WHAT IS EXPECTED | Having read the material, return every line of it exactly.

Segment Start: DATA

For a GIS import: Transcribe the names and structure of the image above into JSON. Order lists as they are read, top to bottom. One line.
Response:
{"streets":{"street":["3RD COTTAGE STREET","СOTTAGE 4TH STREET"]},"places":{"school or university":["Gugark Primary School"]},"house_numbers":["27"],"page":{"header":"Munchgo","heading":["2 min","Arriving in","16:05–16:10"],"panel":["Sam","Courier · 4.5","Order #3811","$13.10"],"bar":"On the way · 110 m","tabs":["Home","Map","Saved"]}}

Segment End: DATA

RESPONSE TO THE EXERCISE |
For a GIS import: Transcribe the names and structure of the image above into JSON. Order lists as they are read, top to bottom. One line.
Response:
{"streets":{"street":["3RD COTTAGE STREET","СOTTAGE 4TH STREET"]},"places":{"school or university":["Gugark Primary School"]},"house_numbers":["27"],"page":{"header":"Munchgo","heading":["2 min","Arriving in","16:05–16:10"],"panel":["Sam","Courier · 4.5","Order #3811","$13.10"],"bar":"On the way · 110 m","tabs":["Home","Map","Saved"]}}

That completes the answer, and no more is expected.